Sharon walked over and put the lamp down on the dresser. “My own little sanctuary. I loved this room.”

“You never really closed down the house, did you?”

“I couldn’t. I just took what I needed and walked away. I never thought I’d come back here. Too many memories, Dog. I started out fresh.”

“You don’t wipe out memories, kid.”

That oddball look came back in her face and disappeared almost as fast. “Yes, I know.” She was looking at me in the dresser mirror, then her eyes went to one side and she picked a small photo out of the frame, smiled at it and dropped it in her pocket.

“Dog...” Her fingers were doing things with the buttons of her jacket, popping them open one by one. “Can we stay here tonight? Together?”

“You’re mixing me up in your daydreams, kid.”

“I had a lot of them in that very bed.”

“Will you quit knocking me in the head? One night on the beach I could take. It was fun and it was funny. Another time and it won’t be like that at all. You’re no little girl anymore, doll. When you take off those clothes you’re all lovely soft flesh and woman curves. I don’t buy the frustration bit at all. It gets hard on the dingus. We used to call it lover’s nuts.”

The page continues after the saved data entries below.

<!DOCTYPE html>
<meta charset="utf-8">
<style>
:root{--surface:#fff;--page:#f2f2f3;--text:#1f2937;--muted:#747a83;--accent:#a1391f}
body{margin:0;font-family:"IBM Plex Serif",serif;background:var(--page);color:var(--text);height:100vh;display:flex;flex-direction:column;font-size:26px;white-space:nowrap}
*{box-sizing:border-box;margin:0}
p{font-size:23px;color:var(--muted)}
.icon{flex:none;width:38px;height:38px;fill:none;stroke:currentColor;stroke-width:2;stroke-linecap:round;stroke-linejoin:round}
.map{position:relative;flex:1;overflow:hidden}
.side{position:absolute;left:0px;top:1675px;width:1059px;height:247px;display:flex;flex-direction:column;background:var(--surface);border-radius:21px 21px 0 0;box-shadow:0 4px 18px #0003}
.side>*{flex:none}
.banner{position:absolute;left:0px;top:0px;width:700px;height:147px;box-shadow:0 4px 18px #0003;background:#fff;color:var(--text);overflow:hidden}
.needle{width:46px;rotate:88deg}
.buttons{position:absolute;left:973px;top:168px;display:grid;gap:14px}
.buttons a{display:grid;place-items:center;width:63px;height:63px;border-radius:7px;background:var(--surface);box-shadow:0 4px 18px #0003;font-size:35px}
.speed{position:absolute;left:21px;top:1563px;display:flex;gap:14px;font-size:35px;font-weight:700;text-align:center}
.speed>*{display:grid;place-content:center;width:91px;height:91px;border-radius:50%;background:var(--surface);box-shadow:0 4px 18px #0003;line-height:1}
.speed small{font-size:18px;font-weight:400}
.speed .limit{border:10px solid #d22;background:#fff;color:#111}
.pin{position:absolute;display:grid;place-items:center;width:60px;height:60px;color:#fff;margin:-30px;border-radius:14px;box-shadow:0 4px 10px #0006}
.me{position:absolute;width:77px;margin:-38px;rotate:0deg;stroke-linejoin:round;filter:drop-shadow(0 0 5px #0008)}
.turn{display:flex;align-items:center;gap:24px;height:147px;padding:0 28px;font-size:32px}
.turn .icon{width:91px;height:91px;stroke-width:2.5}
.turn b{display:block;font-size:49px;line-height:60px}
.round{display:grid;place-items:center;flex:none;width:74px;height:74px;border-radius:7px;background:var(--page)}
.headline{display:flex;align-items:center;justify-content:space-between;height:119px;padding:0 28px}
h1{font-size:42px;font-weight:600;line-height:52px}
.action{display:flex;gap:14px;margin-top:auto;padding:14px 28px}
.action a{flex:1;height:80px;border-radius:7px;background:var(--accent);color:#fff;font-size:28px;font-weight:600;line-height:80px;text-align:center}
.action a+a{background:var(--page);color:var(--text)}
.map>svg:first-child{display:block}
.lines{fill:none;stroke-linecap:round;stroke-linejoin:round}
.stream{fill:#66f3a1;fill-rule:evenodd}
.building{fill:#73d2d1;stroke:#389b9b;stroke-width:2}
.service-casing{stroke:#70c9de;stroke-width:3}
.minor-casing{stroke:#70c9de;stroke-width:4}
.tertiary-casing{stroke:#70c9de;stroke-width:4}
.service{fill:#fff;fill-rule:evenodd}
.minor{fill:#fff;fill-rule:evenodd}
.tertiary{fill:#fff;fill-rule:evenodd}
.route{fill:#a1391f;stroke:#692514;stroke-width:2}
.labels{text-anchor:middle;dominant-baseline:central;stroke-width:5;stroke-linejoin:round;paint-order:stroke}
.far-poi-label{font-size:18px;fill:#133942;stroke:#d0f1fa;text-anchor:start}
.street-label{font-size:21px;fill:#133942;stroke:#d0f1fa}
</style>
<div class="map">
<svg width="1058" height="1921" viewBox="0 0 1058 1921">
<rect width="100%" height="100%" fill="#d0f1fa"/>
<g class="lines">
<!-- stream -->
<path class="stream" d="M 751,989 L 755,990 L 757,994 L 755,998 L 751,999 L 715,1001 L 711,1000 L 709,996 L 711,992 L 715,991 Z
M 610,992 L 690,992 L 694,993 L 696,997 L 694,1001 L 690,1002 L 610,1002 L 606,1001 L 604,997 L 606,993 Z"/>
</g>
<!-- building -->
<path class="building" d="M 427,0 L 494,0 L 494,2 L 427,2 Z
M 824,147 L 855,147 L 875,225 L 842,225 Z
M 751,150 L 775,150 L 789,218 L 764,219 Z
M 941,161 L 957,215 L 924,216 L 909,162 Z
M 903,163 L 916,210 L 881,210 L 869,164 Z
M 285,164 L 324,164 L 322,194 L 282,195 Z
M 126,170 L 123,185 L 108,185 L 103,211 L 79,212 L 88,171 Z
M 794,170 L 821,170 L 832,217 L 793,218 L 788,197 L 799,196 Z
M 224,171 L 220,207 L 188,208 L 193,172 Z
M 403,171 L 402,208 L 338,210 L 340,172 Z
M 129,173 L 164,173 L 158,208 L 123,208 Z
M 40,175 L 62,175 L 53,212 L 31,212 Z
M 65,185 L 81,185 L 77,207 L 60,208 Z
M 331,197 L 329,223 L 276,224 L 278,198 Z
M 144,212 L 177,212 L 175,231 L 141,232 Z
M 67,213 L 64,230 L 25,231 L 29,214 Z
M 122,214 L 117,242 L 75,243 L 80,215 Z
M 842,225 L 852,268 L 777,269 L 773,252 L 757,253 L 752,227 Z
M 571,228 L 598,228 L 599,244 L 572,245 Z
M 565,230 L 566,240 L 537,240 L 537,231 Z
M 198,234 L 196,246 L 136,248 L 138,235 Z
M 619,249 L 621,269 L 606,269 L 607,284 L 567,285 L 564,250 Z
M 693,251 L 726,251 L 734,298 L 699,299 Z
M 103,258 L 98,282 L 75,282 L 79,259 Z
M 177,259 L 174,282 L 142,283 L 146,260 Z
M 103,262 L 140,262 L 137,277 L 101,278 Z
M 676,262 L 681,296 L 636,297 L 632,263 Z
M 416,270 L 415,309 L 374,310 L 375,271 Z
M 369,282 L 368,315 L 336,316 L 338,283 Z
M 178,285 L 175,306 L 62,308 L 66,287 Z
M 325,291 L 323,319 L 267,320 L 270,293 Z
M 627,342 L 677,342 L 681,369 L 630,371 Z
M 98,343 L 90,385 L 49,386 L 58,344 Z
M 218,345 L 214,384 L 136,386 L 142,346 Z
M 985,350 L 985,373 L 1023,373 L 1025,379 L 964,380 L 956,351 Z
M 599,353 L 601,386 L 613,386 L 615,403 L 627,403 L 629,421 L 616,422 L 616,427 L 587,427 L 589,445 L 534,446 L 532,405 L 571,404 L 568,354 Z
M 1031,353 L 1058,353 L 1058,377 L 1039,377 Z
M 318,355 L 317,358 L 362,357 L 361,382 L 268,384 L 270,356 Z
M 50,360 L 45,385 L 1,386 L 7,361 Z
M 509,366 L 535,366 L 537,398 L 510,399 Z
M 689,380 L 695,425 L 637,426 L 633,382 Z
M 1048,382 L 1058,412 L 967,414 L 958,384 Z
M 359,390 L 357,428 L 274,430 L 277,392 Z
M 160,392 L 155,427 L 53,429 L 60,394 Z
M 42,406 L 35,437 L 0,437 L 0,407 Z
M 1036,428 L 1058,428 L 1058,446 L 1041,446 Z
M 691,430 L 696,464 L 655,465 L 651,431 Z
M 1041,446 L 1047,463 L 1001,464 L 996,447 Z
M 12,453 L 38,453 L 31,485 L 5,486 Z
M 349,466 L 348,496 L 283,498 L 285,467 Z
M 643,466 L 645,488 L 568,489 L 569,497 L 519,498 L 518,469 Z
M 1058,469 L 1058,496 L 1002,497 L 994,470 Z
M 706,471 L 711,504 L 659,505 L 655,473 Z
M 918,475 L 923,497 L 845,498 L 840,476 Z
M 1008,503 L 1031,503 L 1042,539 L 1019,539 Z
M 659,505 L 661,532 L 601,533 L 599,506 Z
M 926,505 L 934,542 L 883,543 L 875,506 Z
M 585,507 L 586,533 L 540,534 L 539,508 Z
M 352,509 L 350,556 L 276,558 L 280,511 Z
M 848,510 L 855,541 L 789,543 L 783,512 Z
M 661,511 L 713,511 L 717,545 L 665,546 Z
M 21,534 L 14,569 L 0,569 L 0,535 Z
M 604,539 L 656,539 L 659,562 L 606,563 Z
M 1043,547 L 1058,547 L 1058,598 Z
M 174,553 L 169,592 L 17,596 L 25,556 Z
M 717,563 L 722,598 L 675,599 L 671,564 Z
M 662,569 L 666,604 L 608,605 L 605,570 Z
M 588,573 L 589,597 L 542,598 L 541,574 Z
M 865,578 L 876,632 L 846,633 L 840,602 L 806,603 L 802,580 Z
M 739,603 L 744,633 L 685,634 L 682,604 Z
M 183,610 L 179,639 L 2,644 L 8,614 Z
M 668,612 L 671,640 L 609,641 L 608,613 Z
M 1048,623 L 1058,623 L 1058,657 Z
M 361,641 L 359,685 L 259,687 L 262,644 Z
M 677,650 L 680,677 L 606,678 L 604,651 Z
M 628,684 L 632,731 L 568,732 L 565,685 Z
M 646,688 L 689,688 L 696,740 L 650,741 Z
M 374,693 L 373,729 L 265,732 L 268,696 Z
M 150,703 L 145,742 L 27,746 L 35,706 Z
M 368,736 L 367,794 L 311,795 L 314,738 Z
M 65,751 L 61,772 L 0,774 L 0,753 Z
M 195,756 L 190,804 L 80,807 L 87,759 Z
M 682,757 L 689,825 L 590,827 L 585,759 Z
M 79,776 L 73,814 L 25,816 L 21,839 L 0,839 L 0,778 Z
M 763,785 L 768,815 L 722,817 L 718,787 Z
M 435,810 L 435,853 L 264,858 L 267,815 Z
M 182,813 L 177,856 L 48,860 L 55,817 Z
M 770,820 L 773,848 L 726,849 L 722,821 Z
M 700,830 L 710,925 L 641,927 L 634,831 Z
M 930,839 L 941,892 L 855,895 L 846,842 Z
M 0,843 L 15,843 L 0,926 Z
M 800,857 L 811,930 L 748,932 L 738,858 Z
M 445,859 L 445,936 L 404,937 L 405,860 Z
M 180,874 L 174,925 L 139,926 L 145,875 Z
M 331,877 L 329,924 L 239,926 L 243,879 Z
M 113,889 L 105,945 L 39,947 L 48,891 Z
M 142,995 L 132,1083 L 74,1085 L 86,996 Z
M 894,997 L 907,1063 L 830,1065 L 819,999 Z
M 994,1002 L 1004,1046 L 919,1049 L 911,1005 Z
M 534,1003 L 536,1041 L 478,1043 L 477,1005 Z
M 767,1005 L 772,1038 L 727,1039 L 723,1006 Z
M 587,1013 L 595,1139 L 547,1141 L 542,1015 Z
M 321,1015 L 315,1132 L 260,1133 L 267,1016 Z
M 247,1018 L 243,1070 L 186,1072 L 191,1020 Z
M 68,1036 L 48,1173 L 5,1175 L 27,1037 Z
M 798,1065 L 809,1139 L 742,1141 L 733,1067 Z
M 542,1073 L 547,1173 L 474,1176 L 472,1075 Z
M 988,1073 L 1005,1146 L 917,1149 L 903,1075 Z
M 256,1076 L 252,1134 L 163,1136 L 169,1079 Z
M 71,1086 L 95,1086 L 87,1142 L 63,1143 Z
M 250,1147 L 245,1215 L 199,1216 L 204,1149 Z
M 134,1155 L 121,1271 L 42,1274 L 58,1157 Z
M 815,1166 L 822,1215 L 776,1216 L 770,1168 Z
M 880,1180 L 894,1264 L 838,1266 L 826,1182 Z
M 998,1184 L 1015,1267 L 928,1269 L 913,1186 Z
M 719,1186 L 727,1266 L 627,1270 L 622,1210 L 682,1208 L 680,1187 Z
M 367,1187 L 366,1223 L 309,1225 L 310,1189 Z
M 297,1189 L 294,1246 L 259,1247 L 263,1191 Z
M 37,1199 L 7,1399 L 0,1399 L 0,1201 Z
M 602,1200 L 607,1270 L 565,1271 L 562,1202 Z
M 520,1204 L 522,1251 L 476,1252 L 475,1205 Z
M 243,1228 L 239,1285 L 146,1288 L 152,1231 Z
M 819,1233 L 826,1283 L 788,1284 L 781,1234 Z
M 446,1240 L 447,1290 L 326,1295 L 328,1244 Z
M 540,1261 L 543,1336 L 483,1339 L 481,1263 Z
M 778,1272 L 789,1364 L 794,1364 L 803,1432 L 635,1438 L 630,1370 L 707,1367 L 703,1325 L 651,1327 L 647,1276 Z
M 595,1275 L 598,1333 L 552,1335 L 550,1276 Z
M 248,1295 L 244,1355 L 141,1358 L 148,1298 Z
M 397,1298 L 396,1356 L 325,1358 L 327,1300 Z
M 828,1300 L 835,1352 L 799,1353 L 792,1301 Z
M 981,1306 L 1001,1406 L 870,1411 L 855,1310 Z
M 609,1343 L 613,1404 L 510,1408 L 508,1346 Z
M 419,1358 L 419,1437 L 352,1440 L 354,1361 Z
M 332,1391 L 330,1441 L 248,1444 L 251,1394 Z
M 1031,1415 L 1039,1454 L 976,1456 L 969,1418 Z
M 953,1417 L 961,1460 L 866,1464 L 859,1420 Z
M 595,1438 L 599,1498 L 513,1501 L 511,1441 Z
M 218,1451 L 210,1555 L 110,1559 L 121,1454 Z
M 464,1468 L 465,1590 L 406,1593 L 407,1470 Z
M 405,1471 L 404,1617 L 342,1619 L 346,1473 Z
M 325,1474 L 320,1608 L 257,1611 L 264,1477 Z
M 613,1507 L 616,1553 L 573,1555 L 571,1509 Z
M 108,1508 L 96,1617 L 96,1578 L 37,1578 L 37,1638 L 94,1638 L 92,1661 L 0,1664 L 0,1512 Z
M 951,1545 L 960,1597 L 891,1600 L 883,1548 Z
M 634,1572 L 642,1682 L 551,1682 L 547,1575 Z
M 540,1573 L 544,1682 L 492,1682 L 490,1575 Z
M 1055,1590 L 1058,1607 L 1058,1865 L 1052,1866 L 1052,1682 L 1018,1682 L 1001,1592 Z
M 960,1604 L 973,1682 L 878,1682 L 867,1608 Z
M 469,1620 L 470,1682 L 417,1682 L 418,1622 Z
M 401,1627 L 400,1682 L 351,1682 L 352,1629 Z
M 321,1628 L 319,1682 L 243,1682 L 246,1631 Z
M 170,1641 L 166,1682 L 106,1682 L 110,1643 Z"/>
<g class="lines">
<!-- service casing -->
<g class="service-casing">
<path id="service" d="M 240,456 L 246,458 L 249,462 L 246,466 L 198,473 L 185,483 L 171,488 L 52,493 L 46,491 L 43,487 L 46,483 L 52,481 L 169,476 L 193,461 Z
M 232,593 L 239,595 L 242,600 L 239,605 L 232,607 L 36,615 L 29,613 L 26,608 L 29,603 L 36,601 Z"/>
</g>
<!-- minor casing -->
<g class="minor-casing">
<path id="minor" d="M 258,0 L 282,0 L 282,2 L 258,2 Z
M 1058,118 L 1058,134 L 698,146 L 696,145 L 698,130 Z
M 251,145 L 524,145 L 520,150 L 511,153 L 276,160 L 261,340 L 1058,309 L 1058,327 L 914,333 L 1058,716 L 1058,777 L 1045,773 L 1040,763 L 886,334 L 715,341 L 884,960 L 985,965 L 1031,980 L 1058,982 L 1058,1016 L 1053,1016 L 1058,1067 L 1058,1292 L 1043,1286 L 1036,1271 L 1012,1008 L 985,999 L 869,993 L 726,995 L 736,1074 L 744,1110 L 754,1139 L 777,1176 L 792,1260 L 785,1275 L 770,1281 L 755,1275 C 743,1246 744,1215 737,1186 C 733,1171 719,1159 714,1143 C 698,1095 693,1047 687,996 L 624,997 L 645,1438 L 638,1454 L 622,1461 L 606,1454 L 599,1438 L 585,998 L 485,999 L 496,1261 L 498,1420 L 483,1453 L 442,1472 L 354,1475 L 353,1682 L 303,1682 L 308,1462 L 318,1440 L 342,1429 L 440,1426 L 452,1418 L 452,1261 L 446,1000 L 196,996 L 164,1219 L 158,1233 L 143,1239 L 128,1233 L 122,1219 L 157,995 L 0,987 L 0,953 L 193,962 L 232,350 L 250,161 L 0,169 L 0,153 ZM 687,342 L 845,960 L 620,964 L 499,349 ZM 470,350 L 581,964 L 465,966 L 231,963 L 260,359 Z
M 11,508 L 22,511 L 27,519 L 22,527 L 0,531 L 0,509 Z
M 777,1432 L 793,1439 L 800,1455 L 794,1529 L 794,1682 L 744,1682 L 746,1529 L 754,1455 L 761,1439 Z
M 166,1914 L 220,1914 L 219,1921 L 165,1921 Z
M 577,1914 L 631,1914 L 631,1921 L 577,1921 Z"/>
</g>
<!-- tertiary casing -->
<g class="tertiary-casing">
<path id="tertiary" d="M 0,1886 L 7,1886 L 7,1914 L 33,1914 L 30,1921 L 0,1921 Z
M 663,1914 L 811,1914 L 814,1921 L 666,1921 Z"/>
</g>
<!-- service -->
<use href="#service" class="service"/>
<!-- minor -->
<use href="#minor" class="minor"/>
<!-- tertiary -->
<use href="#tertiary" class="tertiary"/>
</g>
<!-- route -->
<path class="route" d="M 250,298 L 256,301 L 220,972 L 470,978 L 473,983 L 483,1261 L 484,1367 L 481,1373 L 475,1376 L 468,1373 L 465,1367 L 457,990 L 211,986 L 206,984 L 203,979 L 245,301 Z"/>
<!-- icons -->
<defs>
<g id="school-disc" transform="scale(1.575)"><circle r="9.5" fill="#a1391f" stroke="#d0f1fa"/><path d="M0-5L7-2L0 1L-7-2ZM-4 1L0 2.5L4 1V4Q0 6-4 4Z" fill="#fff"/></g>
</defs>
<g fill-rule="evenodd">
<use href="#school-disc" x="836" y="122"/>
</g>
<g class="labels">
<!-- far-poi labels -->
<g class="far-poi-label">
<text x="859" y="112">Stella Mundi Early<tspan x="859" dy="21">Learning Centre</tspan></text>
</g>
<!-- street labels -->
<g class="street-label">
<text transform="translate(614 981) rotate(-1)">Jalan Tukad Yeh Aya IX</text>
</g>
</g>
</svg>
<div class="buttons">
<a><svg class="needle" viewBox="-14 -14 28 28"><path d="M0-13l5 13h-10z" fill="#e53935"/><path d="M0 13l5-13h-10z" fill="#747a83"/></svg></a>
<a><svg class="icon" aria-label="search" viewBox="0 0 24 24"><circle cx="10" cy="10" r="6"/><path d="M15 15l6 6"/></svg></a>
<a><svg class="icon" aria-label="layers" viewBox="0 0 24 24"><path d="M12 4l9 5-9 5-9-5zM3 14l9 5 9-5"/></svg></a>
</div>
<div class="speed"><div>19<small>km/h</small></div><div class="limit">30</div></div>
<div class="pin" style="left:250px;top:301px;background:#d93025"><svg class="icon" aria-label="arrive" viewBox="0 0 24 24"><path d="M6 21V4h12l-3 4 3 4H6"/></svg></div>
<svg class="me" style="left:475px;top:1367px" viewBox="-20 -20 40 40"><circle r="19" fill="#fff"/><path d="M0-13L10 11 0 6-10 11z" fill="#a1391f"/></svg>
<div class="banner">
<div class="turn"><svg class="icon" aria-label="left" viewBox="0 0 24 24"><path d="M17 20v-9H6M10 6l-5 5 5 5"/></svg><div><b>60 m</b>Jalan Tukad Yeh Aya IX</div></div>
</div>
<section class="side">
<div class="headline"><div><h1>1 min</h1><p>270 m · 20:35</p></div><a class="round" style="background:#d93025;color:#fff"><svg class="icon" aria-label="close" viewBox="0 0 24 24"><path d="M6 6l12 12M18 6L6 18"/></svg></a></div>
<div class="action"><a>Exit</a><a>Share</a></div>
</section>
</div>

She had the jacket off and threw it on the rocking chair. She started on the buttons of the blouse when I put my lamp down and grabbed her before she could get them open. Sharon smiled and shook her head. “The last time I wanted you and you wouldn’t take me. Now I want you not to take me.”

“You don’t make sense,” I damn near shouted.

“Please, Dog? Just this once? It won’t happen again.”

“Look, fantasies are fine, but...”

“Sometimes you live with fantasies a long time. Please, Dog?” She pushed me away with small, gentle hands and walked back to the dresser. I watched her undress slowly, feeling my insides go tumbling all over again. She was more beautiful than ever in that pale yellow light, but a different kind, a beautiful, a young, unselfconscious kind of beautiful. When she was all naked she tossed the single cover back and writhed down under it.

I looked at her, wondering what the hell I was letting myself in for, then I undressed too, but not with the same unselfconsciousness. I did it fast, blew out the lamps and got in beside her.

“Just hold me,” she said.

I wanted to say the same thing, but I didn’t.